**Supplied data:**
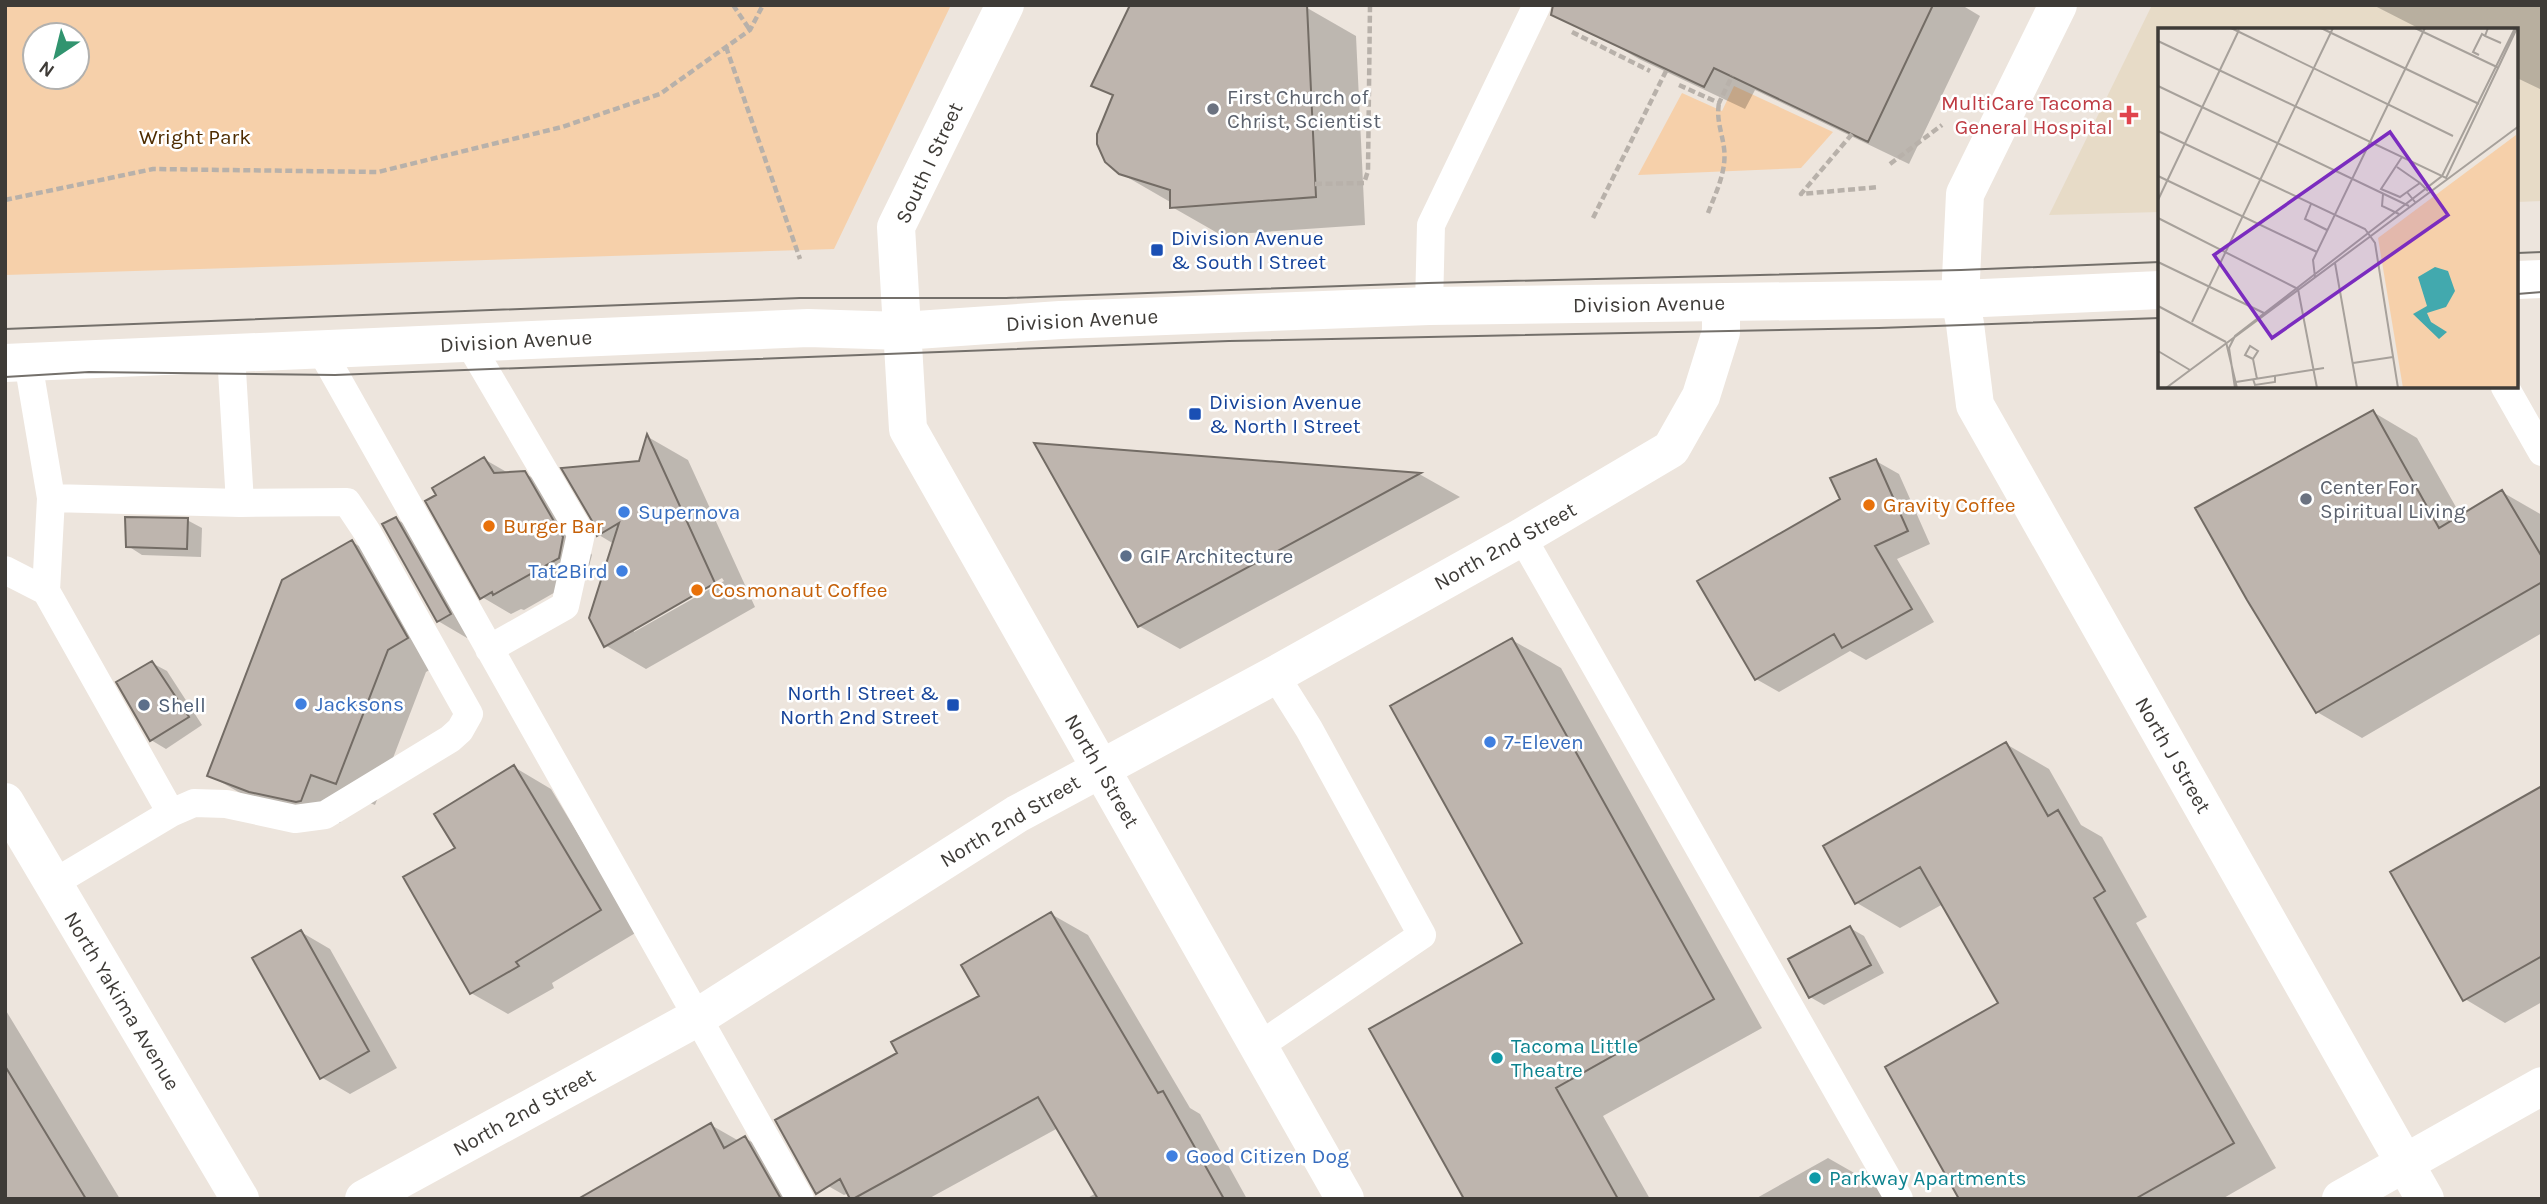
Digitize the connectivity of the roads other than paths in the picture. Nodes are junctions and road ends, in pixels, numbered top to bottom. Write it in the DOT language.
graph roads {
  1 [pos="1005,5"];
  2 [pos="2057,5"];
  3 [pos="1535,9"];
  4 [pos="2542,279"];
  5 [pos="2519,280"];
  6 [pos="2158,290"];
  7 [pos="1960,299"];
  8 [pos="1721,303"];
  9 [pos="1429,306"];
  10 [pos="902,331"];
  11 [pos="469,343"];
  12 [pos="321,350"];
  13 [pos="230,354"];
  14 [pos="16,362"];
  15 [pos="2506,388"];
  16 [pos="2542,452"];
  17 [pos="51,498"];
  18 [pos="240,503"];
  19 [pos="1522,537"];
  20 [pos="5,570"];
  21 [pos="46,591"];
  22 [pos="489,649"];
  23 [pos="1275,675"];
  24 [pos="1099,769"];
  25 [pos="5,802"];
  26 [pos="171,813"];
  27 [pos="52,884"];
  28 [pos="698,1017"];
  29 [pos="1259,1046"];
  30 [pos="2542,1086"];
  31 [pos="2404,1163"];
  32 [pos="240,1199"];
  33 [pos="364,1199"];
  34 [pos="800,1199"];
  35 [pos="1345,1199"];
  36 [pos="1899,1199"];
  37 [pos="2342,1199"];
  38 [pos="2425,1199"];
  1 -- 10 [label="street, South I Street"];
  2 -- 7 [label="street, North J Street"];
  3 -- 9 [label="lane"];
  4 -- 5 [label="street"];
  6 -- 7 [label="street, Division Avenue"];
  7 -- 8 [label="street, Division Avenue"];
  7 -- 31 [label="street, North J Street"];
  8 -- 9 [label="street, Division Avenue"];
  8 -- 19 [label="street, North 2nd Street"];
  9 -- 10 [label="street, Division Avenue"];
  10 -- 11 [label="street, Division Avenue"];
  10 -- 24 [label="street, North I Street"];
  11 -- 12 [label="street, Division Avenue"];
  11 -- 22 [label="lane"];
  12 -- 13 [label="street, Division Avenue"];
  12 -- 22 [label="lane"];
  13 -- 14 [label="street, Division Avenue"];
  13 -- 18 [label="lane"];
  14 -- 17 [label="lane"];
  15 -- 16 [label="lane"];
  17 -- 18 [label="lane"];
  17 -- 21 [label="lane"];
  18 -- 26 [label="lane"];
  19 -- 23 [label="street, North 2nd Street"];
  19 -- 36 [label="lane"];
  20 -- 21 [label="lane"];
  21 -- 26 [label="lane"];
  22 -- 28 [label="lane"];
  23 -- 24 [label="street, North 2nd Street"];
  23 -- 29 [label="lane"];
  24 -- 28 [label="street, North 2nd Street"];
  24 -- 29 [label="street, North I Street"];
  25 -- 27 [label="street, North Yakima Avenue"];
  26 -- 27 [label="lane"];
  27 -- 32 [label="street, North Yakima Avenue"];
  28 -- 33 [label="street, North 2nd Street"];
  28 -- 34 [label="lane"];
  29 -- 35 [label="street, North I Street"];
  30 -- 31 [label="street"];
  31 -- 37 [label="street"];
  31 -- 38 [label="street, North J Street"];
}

* * *

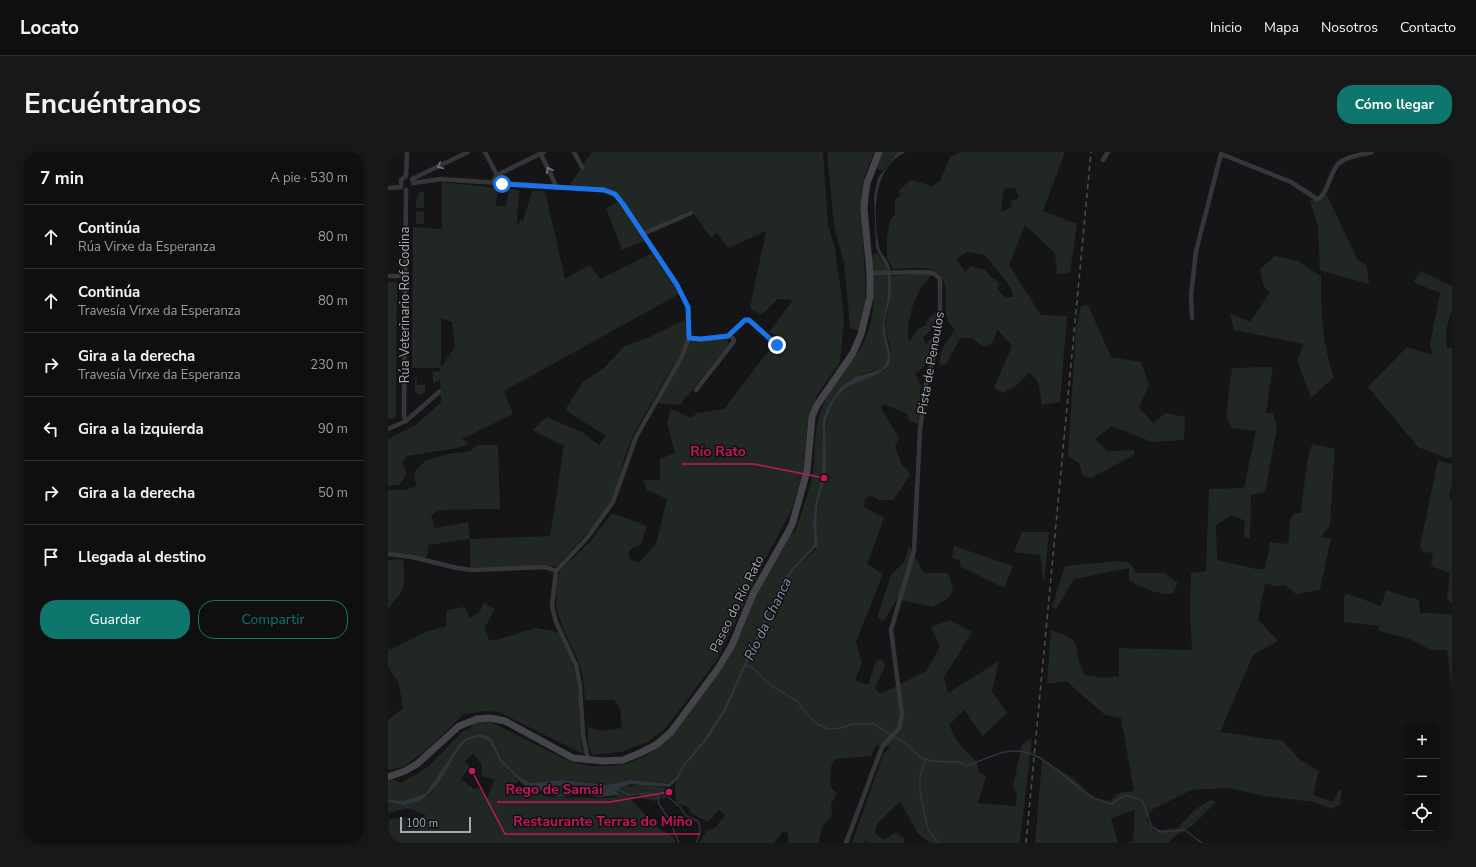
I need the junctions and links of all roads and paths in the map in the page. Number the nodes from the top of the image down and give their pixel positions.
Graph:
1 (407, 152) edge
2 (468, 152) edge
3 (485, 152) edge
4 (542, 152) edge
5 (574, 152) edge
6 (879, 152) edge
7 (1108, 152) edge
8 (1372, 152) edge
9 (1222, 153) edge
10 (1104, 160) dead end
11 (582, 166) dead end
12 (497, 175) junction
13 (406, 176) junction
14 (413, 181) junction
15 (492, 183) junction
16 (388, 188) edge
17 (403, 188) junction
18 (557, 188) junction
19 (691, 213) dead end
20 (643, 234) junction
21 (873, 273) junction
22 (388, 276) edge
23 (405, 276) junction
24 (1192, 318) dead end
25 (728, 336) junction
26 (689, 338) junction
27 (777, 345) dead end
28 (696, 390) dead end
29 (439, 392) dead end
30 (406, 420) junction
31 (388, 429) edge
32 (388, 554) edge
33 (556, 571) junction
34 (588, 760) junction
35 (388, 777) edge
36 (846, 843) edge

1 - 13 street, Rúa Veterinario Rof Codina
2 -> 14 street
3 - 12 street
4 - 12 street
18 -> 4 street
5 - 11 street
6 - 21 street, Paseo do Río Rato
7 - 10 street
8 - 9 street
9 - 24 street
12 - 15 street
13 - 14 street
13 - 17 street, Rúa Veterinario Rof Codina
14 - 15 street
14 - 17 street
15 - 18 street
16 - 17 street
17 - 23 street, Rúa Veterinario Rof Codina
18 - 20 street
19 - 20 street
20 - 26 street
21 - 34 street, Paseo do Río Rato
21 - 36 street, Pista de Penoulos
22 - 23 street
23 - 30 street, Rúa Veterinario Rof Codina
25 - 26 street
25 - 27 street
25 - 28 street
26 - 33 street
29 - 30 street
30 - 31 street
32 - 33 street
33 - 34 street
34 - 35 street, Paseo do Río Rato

--

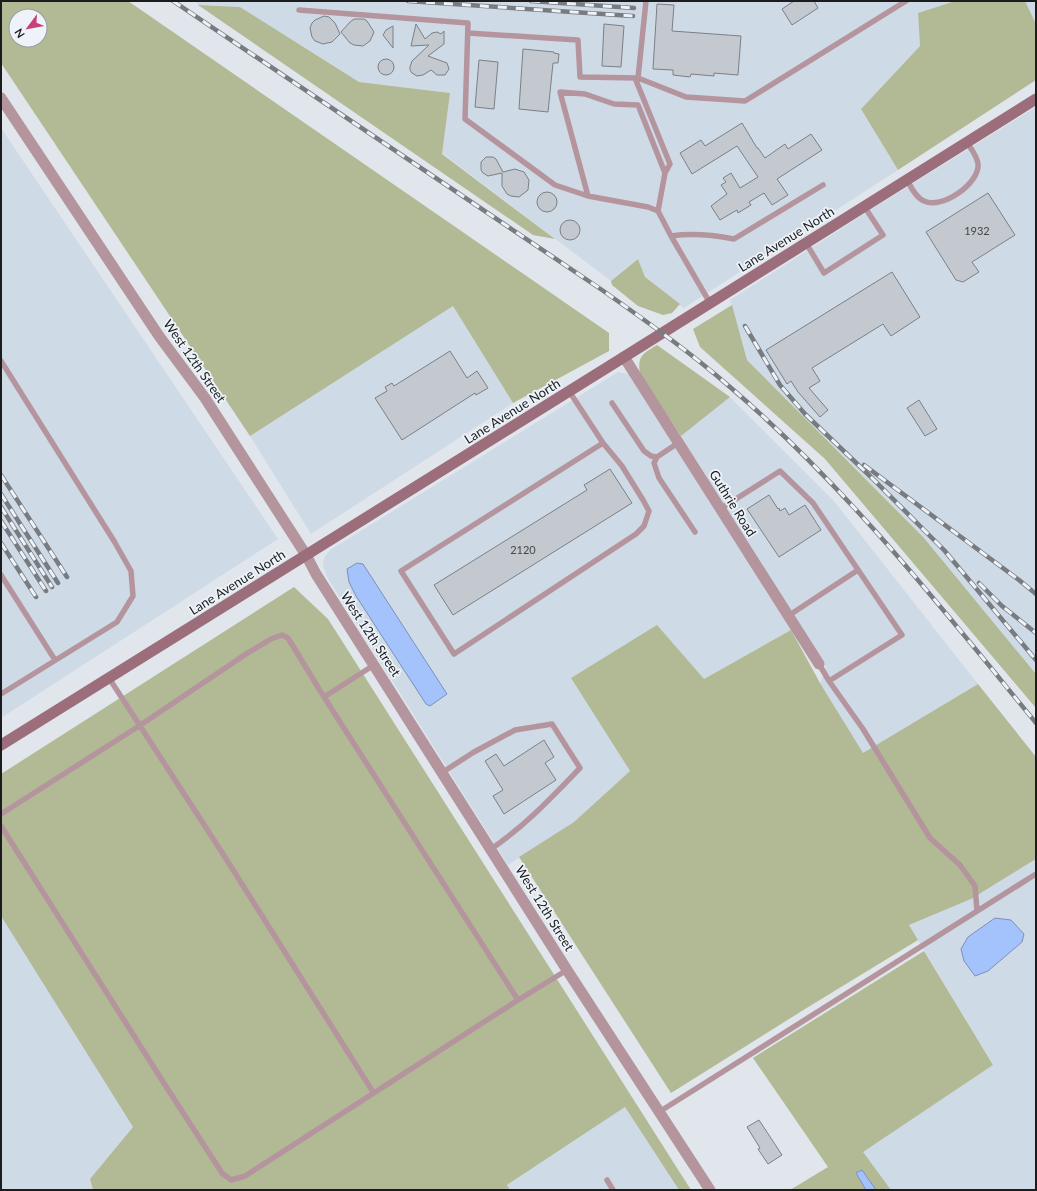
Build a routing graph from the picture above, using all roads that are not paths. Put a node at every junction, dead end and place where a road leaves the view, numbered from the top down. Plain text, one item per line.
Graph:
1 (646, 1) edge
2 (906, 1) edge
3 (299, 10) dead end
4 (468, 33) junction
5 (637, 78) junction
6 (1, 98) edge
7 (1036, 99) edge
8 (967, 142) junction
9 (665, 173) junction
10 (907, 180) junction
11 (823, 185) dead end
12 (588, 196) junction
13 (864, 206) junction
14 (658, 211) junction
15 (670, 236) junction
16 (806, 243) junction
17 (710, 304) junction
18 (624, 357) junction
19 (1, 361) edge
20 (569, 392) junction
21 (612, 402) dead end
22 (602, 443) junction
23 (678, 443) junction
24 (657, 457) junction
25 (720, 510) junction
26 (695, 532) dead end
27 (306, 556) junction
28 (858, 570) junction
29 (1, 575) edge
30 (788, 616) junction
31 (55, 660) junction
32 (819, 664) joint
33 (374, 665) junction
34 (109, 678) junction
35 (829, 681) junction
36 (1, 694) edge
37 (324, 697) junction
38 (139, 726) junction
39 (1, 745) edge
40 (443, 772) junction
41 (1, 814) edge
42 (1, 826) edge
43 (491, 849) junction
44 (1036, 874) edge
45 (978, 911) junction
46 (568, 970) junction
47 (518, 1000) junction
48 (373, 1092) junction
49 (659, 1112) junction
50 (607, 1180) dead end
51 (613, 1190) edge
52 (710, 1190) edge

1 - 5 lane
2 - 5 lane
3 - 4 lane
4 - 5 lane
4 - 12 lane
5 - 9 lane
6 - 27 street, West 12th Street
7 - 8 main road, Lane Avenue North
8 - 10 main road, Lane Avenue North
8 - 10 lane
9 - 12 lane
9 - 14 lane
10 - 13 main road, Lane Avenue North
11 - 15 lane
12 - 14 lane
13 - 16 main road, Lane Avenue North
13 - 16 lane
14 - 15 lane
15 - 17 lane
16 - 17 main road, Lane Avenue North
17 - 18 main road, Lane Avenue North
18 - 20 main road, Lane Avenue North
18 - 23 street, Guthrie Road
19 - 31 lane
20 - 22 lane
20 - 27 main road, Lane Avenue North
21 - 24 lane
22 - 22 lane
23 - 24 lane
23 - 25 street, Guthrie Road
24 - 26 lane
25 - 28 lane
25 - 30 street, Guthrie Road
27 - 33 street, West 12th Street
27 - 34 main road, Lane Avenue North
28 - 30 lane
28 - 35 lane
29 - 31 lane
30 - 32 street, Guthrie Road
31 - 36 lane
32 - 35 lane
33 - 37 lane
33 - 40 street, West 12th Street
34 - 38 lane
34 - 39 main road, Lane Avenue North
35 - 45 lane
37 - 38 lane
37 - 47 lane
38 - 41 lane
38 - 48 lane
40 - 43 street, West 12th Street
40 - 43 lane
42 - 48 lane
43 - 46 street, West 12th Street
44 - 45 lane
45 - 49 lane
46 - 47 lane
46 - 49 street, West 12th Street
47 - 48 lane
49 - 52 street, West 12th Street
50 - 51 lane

**What you will do:** Respond with only the number of lines in the data that include the string "Codina".

**Exercise output:** 4